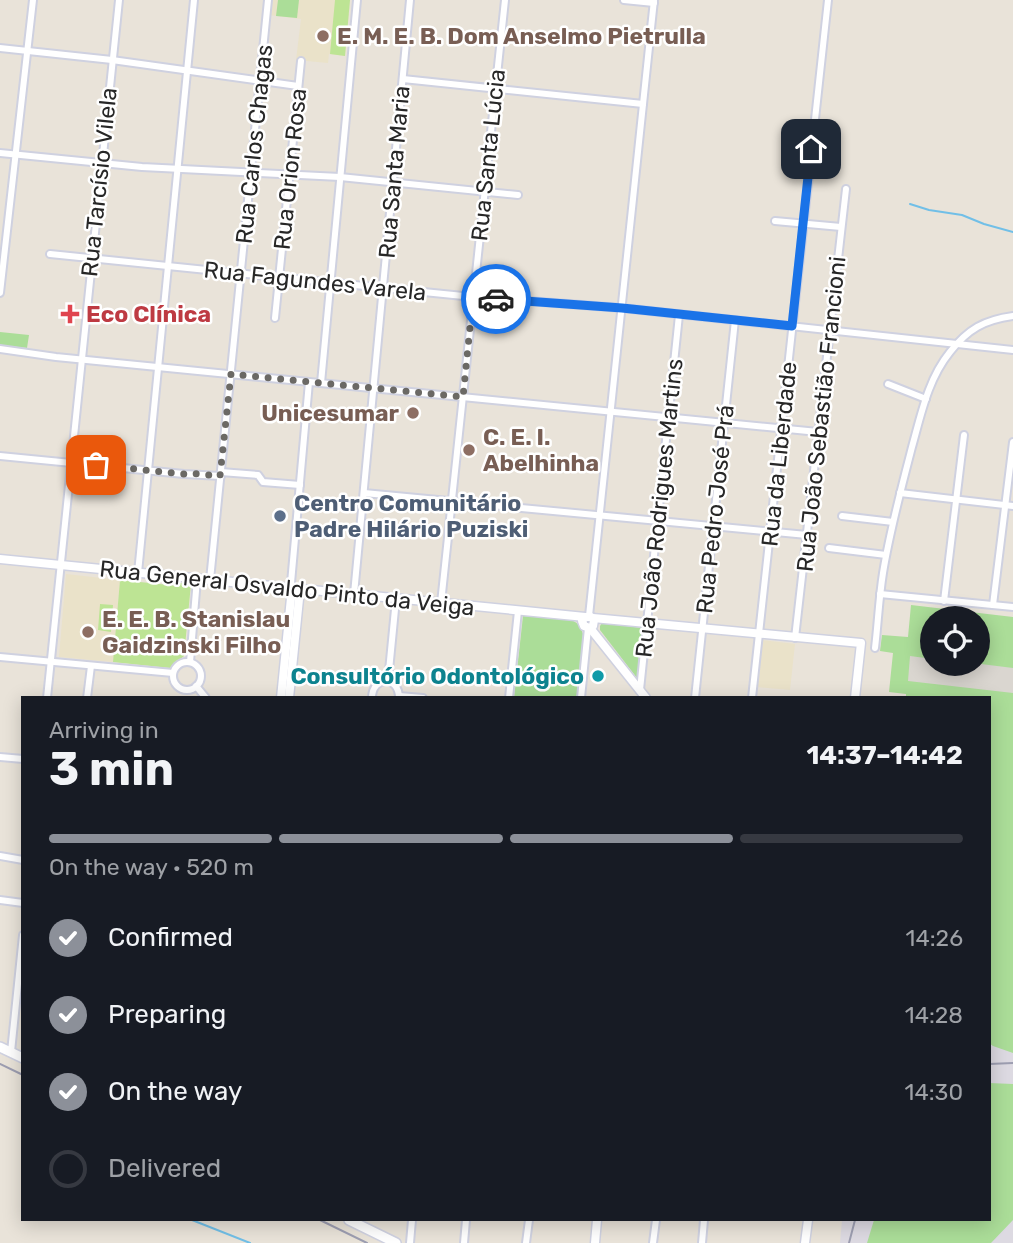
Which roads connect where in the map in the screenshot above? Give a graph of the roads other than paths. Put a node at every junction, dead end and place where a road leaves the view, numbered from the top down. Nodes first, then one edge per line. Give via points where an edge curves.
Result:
1 (33, 0) edge
2 (119, 0) edge
3 (194, 0) edge
4 (268, 0) edge
5 (357, 0) edge
6 (410, 0) edge
7 (505, 0) edge
8 (624, 0) edge
9 (828, 0) edge
10 (654, 2) edge
11 (0, 48) edge
12 (27, 52) junction
13 (111, 60) junction
14 (301, 61) dead end
15 (187, 71) junction
16 (402, 79) junction
17 (260, 81) junction
18 (298, 86) junction
19 (495, 89) junction
20 (643, 104) junction
21 (0, 153) edge
22 (15, 156) junction
23 (101, 164) junction
24 (177, 169) junction
25 (251, 173) junction
26 (290, 175) junction
27 (340, 177) junction
28 (393, 183) junction
29 (846, 189) dead end
30 (484, 192) junction
31 (518, 195) dead end
32 (775, 221) dead end
33 (803, 224) junction
34 (841, 227) junction
35 (2, 250) edge
36 (50, 254) dead end
37 (91, 258) junction
38 (168, 266) junction
39 (241, 273) junction
40 (279, 277) junction
41 (331, 282) junction
42 (383, 288) junction
43 (0, 293) edge
44 (473, 297) junction
45 (622, 308) junction
46 (679, 315) junction
47 (1013, 316) edge
48 (275, 318) dead end
49 (735, 320) junction
50 (792, 326) junction
51 (830, 329) junction
52 (957, 344) junction
53 (0, 349) edge
54 (1013, 349) edge
55 (81, 359) junction
56 (158, 367) junction
57 (231, 374) junction
58 (309, 382) junction
59 (321, 383) junction
60 (888, 384) dead end
61 (373, 388) junction
62 (463, 397) junction
63 (926, 399) junction
64 (611, 412) junction
65 (668, 417) junction
66 (724, 423) junction
67 (781, 429) junction
68 (818, 432) junction
69 (964, 435) dead end
70 (1013, 442) edge
71 (0, 456) edge
72 (71, 463) junction
73 (148, 470) junction
74 (221, 474) junction
75 (300, 485) junction
76 (364, 493) junction
77 (900, 493) junction
78 (956, 500) junction
79 (452, 502) junction
80 (1009, 506) edge
81 (600, 515) junction
82 (842, 516) dead end
83 (657, 521) junction
84 (893, 523) junction
85 (713, 526) junction
86 (770, 531) junction
87 (807, 535) junction
88 (829, 548) dead end
89 (886, 555) junction
90 (0, 559) edge
91 (60, 565) junction
92 (138, 573) junction
93 (197, 579) junction
94 (210, 580) junction
95 (296, 589) junction
96 (354, 594) junction
97 (880, 594) junction
98 (396, 598) junction
99 (944, 601) junction
100 (441, 603) junction
101 (993, 605) junction
102 (1013, 607) edge
103 (518, 611) junction
104 (588, 622) junction
105 (647, 623) junction
106 (703, 629) junction
107 (759, 634) junction
108 (795, 638) junction
109 (870, 644) junction
110 (0, 657) edge
111 (51, 662) junction
112 (190, 662) junction
113 (91, 666) junction
114 (173, 673) junction
115 (388, 681) junction
116 (196, 686) junction
117 (640, 690) junction
118 (47, 696) edge
119 (87, 696) edge
120 (204, 696) edge
121 (281, 696) edge
122 (289, 696) edge
123 (372, 696) edge
124 (399, 696) edge
125 (509, 696) edge
126 (581, 696) edge
127 (644, 696) edge
128 (695, 696) edge
129 (752, 696) edge
130 (856, 696) edge
131 (0, 757) edge
132 (21, 759) edge
133 (0, 856) edge
134 (21, 860) edge
135 (0, 900) edge
136 (21, 902) edge
137 (21, 971) edge
138 (19, 1008) edge
139 (0, 1047) edge
140 (11, 1052) junction
141 (21, 1057) edge
142 (351, 1221) edge
143 (412, 1221) edge
144 (466, 1221) edge
145 (529, 1221) edge
146 (597, 1221) edge
147 (656, 1221) edge
148 (704, 1221) edge
149 (808, 1221) edge
150 (396, 1243) edge
151 (410, 1243) edge
152 (464, 1243) edge
153 (526, 1243) edge
154 (595, 1243) edge
155 (653, 1243) edge
156 (702, 1243) edge
157 (805, 1243) edge

1 - 12 street
2 - 13 street, Rua Tarcísio Vilela
3 - 15 street
4 - 17 street, Rua Carlos Chagas
5 - 27 street
6 - 16 street, Rua Santa Maria
7 - 19 street, Rua Santa Lúcia
8 - 10 street
9 - 33 street, Rua da Liberdade
10 - 20 street
11 - 12 street
12 - 13 street
12 - 22 street
13 - 15 street
13 - 23 street, Rua Tarcísio Vilela
14 - 18 street, Rua Orion Rosa
15 - 17 street
15 - 24 street
16 - 19 street
16 - 28 street, Rua Santa Maria
17 - 18 street
17 - 25 street, Rua Carlos Chagas
18 - 26 street, Rua Orion Rosa
19 - 20 street
19 - 30 street, Rua Santa Lúcia
20 - 45 street
21 - 22 street
22 - 23 street
22 - 35 street
23 - 24 street
23 - 37 street, Rua Tarcísio Vilela
24 - 25 street
24 - 38 street
25 - 26 street
25 - 39 street, Rua Carlos Chagas
26 - 27 street
26 - 40 street, Rua Orion Rosa
27 - 28 street
27 - 41 street
28 - 30 street
28 - 42 street, Rua Santa Maria
29 - 34 street, Rua João Sebastião Francioni
30 - 31 street
30 - 44 street, Rua Santa Lúcia
32 - 33 street
33 - 34 street
33 - 50 street, Rua da Liberdade
34 - 51 street, Rua João Sebastião Francioni
35 - 43 street
36 - 37 street, Rua Fagundes Varela
37 - 38 street, Rua Fagundes Varela
37 - 55 street, Rua Tarcísio Vilela
38 - 39 street, Rua Fagundes Varela
38 - 56 street
39 - 40 street, Rua Fagundes Varela
39 - 57 street, Rua Carlos Chagas
40 - 41 street, Rua Fagundes Varela
40 - 48 street, Rua Orion Rosa
41 - 42 street, Rua Fagundes Varela
41 - 59 street
42 - 44 street, Rua Fagundes Varela
42 - 61 street, Rua Santa Maria
44 - 45 street, Rua Fagundes Varela
44 - 62 street, Rua Santa Lúcia
45 - 46 street, Rua Fagundes Varela
45 - 64 street
46 - 49 street, Rua Fagundes Varela
46 - 65 street, Rua João Rodrigues Martins
47 - 52 street via 981,324
49 - 50 street, Rua Fagundes Varela
49 - 66 street, Rua Pedro José Prá
50 - 51 street, Rua Fagundes Varela
50 - 67 street, Rua da Liberdade
51 - 52 street, Rua Fagundes Varela
51 - 68 street, Rua João Sebastião Francioni
52 - 54 street, Rua Fagundes Varela
52 - 63 street via 937,372
53 - 55 street
55 - 56 street
55 - 72 street, Rua Tarcísio Vilela
56 - 57 street
56 - 73 street
57 - 58 street
57 - 74 street, Rua Carlos Chagas
58 - 59 street
58 - 75 street
59 - 61 street
60 - 63 street
61 - 62 street
61 - 76 street, Rua Santa Maria
62 - 64 street
62 - 79 street, Rua Santa Lúcia
63 - 77 street
64 - 65 street
64 - 81 street
65 - 66 street
65 - 83 street, Rua João Rodrigues Martins
66 - 67 street
66 - 85 street, Rua Pedro José Prá
67 - 68 street
67 - 86 street, Rua da Liberdade
68 - 87 street, Rua João Sebastião Francioni
69 - 78 street
70 - 80 street
71 - 72 street
72 - 73 street
72 - 91 street, Rua Tarcísio Vilela
73 - 74 street
73 - 92 street
74 - 75 street via 258,475 263,482
74 - 94 street, Rua Carlos Chagas
75 - 95 street via 291,583
76 - 79 street
76 - 96 street, Rua Santa Maria
77 - 78 street
77 - 84 street
78 - 80 street
78 - 99 street
79 - 81 street
79 - 100 street, Rua Santa Lúcia
80 - 101 street
81 - 83 street
81 - 104 street
82 - 84 street
83 - 85 street
83 - 105 street, Rua João Rodrigues Martins
84 - 89 street
85 - 86 street
85 - 106 street, Rua Pedro José Prá
86 - 87 street
86 - 107 street, Rua da Liberdade
87 - 108 street, Rua João Sebastião Francioni
88 - 89 street
89 - 97 street
90 - 91 street, Rua General Osvaldo Pinto da Veiga
91 - 92 street, Rua General Osvaldo Pinto da Veiga
91 - 111 street, Rua Tarcísio Vilela
92 - 93 street, Rua General Osvaldo Pinto da Veiga
93 - 94 street, Rua General Osvaldo Pinto da Veiga
93 - 112 street
94 - 95 street, Rua General Osvaldo Pinto da Veiga
95 - 96 street, Rua General Osvaldo Pinto da Veiga
95 - 121 street
95 - 122 street
96 - 98 street, Rua General Osvaldo Pinto da Veiga
97 - 99 street
97 - 109 street
98 - 100 street, Rua General Osvaldo Pinto da Veiga
98 - 115 street
99 - 101 street
100 - 103 street, Rua General Osvaldo Pinto da Veiga
101 - 102 street
103 - 104 street, Rua General Osvaldo Pinto da Veiga via 573,616
103 - 125 street
104 - 105 street, Rua General Osvaldo Pinto da Veiga
104 - 117 street
104 - 126 street
105 - 106 street, Rua General Osvaldo Pinto da Veiga
105 - 117 street, Rua João Rodrigues Martins
106 - 107 street, Rua General Osvaldo Pinto da Veiga
106 - 128 street, Rua Pedro José Prá
107 - 108 street, Rua General Osvaldo Pinto da Veiga
107 - 129 street, Rua da Liberdade
108 - 109 street, Rua General Osvaldo Pinto da Veiga
109 - 130 street
110 - 111 street
111 - 113 street
111 - 118 street, Rua Tarcísio Vilela
112 - 114 street via 177,665
112 - 116 street via 200,670
113 - 114 street
113 - 119 street
114 - 116 street via 180,688
115 - 123 street via 376,685
115 - 124 street
116 - 120 street
117 - 127 street, Rua João Rodrigues Martins
131 - 132 street
133 - 134 street
135 - 136 street
137 - 138 street
138 - 140 street
139 - 140 main road
140 - 141 main road
142 - 150 main road
143 - 151 street
144 - 152 street
145 - 153 street
146 - 154 street
147 - 155 street
148 - 156 street
149 - 157 street

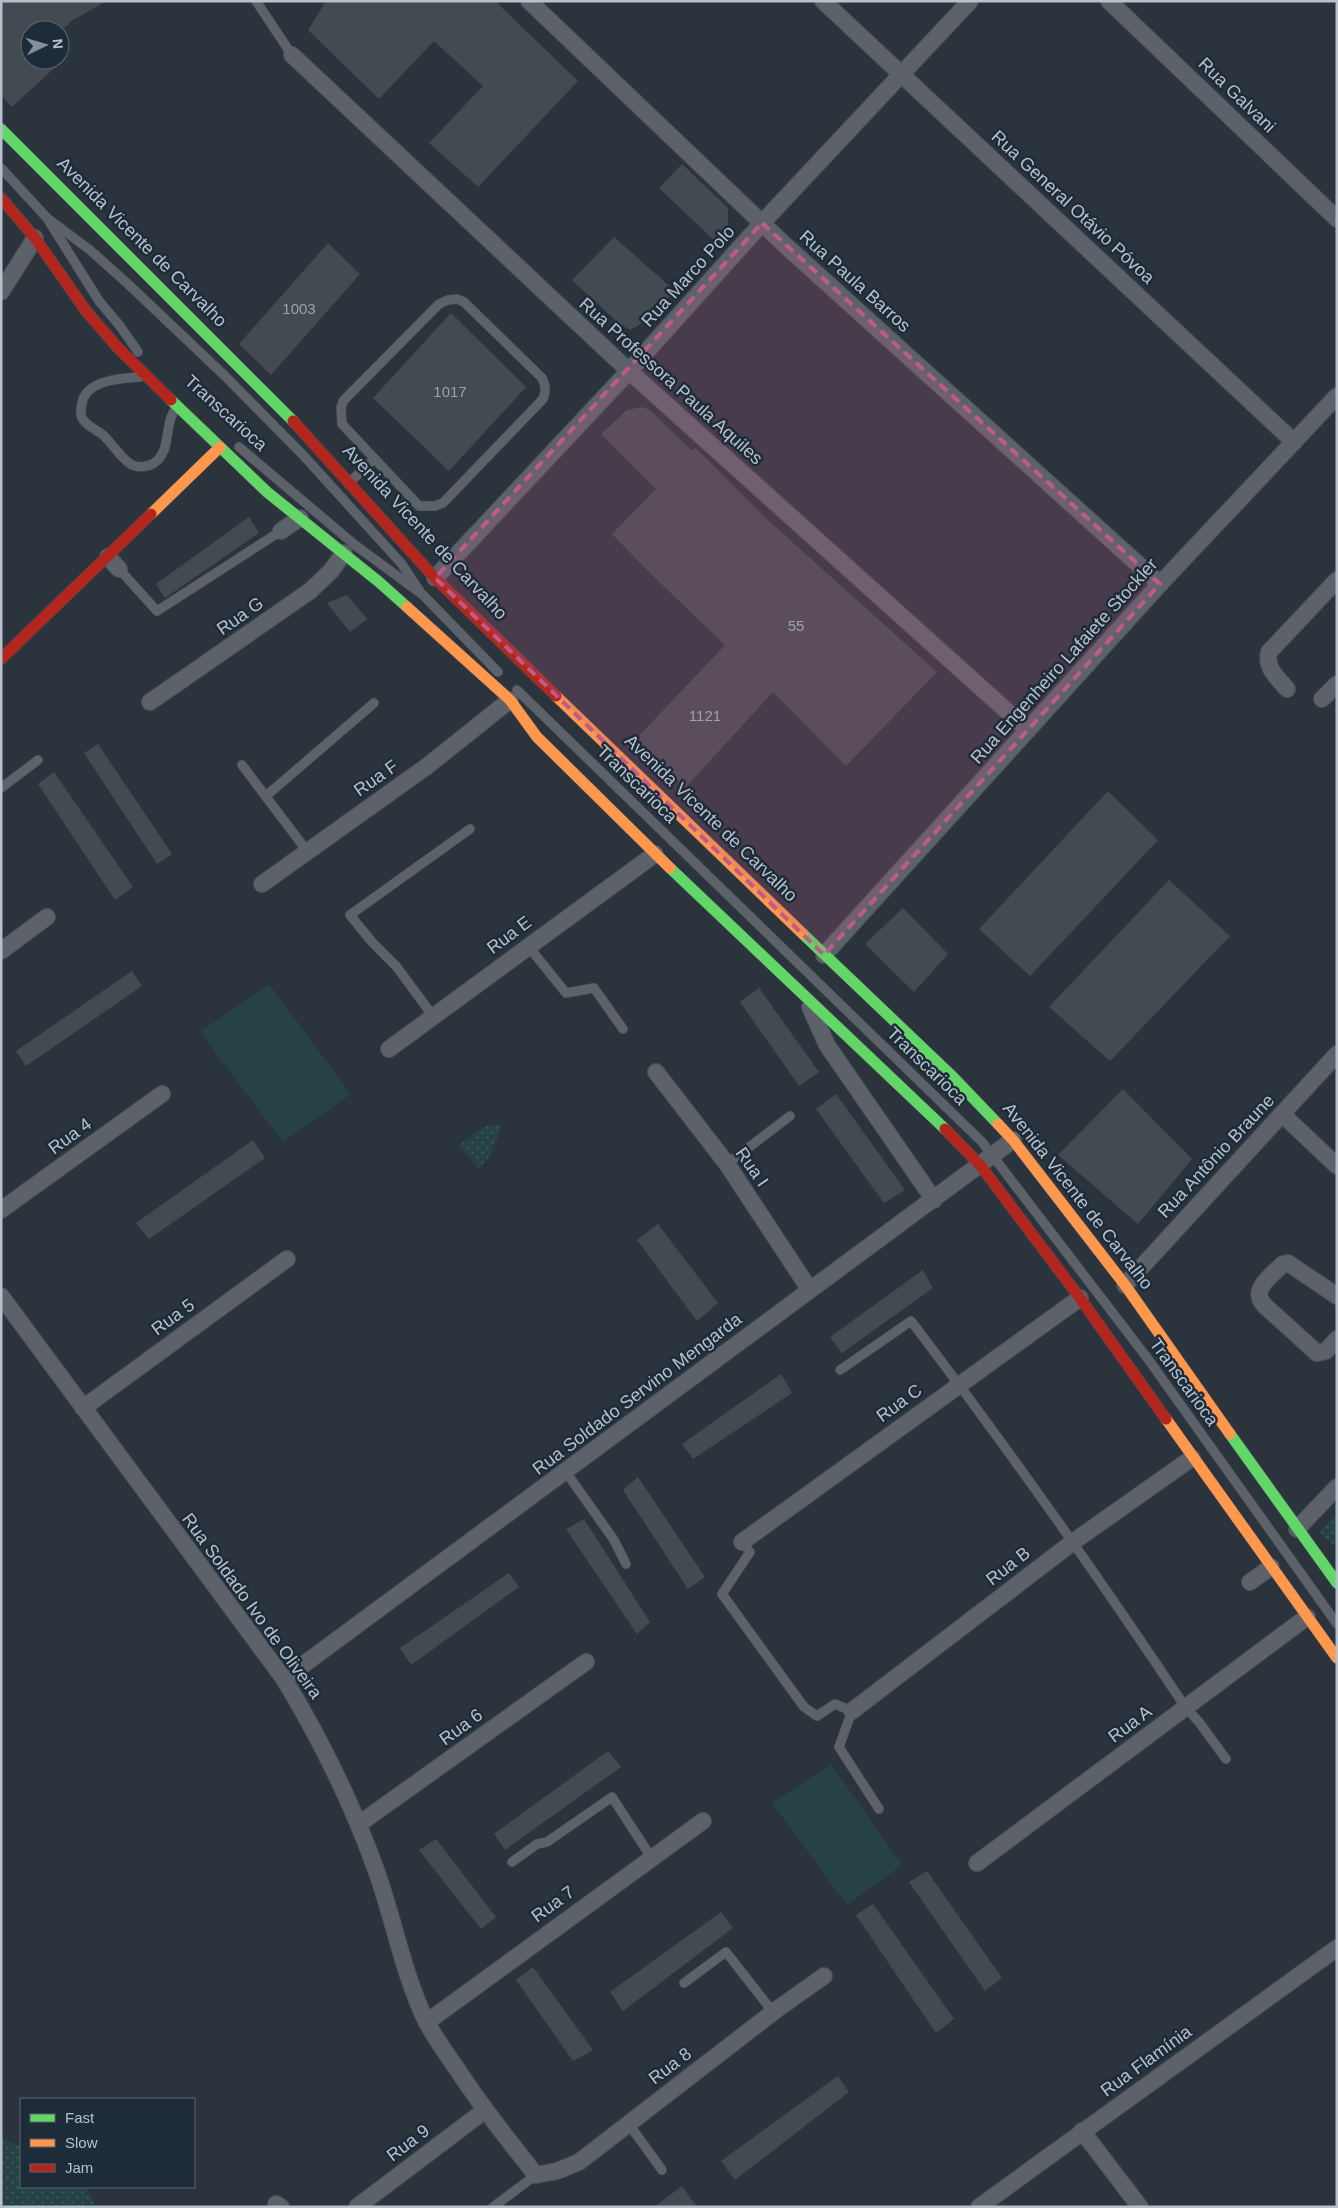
........
### EXERCISE GOAL:
Across all the records above, how many lines hold the word "main"? Answer with only that number.

### ANSWER BELOW:
3